Beitrag anzeigenZitat (DK2000: 04. Juli 2020 - 21:52)

Es wäre interessanter zu wissen, wie Linux in Zusammenhang mit NTFS eingerichtet wurde und um welches Linux es überhaut geht.


MX Linux 19.
Wie gesagt: Vor dem Upgrade (ohne Fastboot) kein Problem. Linux konnte überall schreiben.
Linux ist auf SATA 0 und Windows 10 auf SATA 1. (2 Festplatten).
Windows hatte einen eigenen Bootsektor, so dass Windows notfalls problemlos auch gestartet werden kann, wenn Linux (SATA 0) nicht am PC hängt. Zusätzlich komme ich aber beim Start von Linux in ein Menü, wo ich wählen kann, ob ich Windows 10 oder Linux starten will.

Wie ich das Upgrade gemacht habe:
Um genau zu sein, habe ich 2 Versuche gebraucht, um Windows 10 upzugraden.

-Beim ersten Versuch hing während dem upgrade natürlich auch die Festplatte von Linux intern am Computer. Es kann sein, dass auch noch ein USB Stick während dem Upgrade am PC hing.
Jedenfalls hat er Version 2004 installiert, und blieb bei 99% hängen. Also habe ich nach 1 oder 2h das Upgrade abgebrochen.

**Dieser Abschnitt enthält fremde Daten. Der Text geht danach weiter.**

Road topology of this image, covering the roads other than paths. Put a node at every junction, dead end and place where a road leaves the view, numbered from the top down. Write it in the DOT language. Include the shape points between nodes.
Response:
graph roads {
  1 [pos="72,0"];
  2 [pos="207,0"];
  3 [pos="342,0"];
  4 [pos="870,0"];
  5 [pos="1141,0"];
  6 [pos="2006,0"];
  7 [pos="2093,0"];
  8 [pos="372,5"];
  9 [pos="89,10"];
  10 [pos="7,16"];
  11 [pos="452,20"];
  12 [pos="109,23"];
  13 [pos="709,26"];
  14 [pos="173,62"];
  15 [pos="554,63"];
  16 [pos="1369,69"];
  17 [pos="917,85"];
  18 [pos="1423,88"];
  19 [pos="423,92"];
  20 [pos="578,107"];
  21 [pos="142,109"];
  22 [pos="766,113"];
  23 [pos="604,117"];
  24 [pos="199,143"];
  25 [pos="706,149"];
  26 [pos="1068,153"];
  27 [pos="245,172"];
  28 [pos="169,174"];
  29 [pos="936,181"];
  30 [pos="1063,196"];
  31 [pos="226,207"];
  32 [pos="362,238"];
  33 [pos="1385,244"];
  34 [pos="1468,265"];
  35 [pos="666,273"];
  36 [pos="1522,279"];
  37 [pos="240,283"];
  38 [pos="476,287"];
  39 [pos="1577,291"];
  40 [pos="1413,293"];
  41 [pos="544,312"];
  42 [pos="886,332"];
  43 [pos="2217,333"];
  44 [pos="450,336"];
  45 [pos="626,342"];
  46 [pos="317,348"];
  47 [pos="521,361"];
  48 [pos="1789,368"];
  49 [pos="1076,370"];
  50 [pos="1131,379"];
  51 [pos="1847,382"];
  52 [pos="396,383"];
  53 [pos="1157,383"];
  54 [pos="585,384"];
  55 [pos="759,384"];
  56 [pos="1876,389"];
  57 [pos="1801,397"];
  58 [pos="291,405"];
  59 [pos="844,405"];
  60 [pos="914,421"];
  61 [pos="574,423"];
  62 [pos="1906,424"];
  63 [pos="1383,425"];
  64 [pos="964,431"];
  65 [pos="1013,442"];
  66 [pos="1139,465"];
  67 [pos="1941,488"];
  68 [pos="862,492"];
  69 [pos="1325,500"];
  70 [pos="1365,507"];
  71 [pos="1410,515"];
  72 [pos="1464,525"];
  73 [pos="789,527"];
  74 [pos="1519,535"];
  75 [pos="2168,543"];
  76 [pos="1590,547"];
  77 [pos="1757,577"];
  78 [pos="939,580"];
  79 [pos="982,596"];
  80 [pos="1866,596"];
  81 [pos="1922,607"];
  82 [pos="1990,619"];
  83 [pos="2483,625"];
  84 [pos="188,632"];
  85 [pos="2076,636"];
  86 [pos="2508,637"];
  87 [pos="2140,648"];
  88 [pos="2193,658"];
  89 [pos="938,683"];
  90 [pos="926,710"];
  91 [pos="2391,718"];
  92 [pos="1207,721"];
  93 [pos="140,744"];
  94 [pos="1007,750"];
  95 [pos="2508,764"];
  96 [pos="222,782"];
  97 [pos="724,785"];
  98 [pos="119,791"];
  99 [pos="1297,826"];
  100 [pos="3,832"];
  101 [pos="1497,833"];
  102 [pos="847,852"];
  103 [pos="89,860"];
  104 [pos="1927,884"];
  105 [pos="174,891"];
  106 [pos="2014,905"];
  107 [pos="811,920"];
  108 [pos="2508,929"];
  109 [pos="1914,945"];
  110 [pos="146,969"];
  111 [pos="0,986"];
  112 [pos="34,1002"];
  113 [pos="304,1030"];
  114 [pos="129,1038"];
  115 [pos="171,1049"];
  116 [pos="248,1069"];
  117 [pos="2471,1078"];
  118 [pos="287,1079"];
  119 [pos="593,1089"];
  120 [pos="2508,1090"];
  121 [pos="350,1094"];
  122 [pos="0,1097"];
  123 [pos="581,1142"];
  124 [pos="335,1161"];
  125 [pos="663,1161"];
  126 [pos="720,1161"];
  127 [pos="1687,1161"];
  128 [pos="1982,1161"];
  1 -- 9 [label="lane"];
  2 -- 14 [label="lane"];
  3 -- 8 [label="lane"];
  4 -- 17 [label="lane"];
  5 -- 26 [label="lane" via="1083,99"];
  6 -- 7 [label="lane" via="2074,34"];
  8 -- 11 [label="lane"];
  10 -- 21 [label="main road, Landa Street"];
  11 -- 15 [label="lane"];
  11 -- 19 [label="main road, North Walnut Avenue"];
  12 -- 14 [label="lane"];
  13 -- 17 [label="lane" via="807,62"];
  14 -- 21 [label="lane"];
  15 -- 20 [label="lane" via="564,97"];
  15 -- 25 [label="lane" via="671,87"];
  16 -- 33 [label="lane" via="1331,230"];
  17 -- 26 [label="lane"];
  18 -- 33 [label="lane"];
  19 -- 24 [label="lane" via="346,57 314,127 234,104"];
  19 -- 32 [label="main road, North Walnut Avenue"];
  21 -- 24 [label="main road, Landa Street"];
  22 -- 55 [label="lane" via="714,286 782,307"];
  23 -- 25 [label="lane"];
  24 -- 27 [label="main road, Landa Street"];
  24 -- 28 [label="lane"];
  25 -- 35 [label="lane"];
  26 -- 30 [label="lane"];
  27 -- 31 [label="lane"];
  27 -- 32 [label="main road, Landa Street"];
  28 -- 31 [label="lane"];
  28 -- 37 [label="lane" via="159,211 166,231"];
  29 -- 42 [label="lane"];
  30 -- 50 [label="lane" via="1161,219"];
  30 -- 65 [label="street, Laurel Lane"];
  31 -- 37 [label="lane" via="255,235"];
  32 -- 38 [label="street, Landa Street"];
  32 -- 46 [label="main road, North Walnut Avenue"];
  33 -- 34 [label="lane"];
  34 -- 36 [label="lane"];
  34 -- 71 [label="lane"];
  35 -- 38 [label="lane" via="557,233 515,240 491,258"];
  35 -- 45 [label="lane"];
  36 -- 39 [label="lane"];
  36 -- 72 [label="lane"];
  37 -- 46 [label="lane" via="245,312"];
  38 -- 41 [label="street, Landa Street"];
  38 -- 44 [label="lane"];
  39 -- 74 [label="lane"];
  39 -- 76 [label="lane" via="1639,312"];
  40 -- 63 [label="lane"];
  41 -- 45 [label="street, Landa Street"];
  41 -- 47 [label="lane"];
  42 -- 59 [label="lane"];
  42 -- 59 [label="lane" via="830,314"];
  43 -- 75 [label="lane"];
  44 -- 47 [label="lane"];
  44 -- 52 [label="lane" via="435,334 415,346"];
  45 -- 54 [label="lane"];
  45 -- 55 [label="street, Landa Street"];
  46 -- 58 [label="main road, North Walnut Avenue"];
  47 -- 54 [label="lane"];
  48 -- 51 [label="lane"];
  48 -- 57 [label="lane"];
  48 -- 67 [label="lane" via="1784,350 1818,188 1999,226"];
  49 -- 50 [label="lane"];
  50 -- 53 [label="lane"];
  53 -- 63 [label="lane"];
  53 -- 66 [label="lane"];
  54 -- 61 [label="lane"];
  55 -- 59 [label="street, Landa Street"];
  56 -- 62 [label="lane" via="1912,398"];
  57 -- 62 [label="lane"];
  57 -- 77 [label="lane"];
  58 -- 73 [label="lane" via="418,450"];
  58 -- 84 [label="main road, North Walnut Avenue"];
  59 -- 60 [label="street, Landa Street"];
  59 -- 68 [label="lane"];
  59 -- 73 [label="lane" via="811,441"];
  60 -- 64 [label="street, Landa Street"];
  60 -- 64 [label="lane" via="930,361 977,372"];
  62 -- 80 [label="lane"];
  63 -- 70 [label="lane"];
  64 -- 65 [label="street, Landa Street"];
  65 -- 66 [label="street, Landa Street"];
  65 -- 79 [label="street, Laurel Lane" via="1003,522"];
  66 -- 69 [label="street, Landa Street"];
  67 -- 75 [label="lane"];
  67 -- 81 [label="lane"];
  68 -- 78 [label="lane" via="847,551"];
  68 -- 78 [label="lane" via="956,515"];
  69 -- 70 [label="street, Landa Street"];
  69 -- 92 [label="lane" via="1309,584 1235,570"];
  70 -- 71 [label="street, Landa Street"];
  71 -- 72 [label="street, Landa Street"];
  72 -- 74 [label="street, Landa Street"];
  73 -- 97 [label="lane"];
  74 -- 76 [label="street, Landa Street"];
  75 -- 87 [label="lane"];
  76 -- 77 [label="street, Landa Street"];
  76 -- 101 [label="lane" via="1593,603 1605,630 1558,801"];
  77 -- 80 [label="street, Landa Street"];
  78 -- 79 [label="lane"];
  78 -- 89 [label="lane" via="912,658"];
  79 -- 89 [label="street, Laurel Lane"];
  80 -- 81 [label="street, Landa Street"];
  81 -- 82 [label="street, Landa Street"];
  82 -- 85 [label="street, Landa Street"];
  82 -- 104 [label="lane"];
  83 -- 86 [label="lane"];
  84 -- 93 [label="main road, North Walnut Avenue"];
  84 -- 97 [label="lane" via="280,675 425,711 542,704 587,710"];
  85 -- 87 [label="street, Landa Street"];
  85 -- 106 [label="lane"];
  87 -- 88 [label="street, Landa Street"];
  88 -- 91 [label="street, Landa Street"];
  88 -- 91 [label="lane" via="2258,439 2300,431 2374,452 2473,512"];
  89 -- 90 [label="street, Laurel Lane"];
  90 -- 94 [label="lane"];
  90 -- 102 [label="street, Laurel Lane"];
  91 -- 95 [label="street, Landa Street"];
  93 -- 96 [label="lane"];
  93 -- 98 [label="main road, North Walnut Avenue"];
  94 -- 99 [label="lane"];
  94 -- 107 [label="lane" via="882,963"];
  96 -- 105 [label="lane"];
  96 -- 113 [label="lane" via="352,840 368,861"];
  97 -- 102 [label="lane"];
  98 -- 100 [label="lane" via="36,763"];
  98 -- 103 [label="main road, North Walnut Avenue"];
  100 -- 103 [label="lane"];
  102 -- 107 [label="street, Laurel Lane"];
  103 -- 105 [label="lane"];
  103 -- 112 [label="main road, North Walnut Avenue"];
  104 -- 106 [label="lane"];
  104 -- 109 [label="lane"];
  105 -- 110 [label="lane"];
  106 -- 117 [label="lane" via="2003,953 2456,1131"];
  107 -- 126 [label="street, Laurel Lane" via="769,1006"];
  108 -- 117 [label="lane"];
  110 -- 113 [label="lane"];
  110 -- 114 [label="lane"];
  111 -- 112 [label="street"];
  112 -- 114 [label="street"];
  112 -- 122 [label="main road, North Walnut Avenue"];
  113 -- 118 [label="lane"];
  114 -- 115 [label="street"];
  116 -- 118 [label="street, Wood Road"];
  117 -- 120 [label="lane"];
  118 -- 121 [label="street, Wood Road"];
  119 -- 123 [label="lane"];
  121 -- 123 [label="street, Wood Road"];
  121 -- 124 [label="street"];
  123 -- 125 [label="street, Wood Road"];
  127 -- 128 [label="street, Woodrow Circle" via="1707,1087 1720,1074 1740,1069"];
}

Der PC liess sich dann wieder normal mit Windows 10 starten (also mit der Version vor 2004).
Aber könnte es ev. sein, dass bereits nach dieser Prozedur das Schreibschutz Problem aufgetaucht ist? Leider weiss ich das nicht, weil ich während dieser Zeit nicht versucht habe, von Linux aus etwas auf dei Festplatte zu schreiben.


-Beim 2ten Versuch, habe ich die Linux Festplatte ausgesteckt und den USB Stick vom PC entfernt.
Diesemal klappte das Upgrade, wie man es erwarten würde.



Beitrag anzeigenZitat (DK2000: 04. Juli 2020 - 21:52)

Wichtig wäre zu wissen, mit welchem Parametern das NTFS Volumen gemountet wird.

Wie finde ich das raus? In thunar klicke ich einfach auf meine Windows 10 Partition, dann fragt mich Linux nach dem Linux root Passwort. Das gebe ich ein, und dann kann ich durch die Platte browsen.



Beitrag anzeigenZitat (DK2000: 04. Juli 2020 - 21:52)

Prinzipiell interessiert sich Linux nicht für die Berechtigungen von NTFS, außer man richtet das ein. Dann geht das irgendwie mehr oder weniger. Daher kann man ja auch Linux so gut dafür verwenden, Daten von NTFS Laufwerken zu sichern, da man eigentlich überall ran kommt, ohne sich um Besitz oder Rechte kümmern zu müssen.

Ich habe nichts spezielles eingerichtet in Bezug auf Berechtigungen.



Beitrag anzeigenZitat (DK2000: 04. Juli 2020 - 21:52)

Bei mir hat sich nach Upgrade auf die 2004 nichts verändert. Linux kommt immer noch überall ran und kann auch ohne Probleme auf das NTFS Laufwerk schreiben.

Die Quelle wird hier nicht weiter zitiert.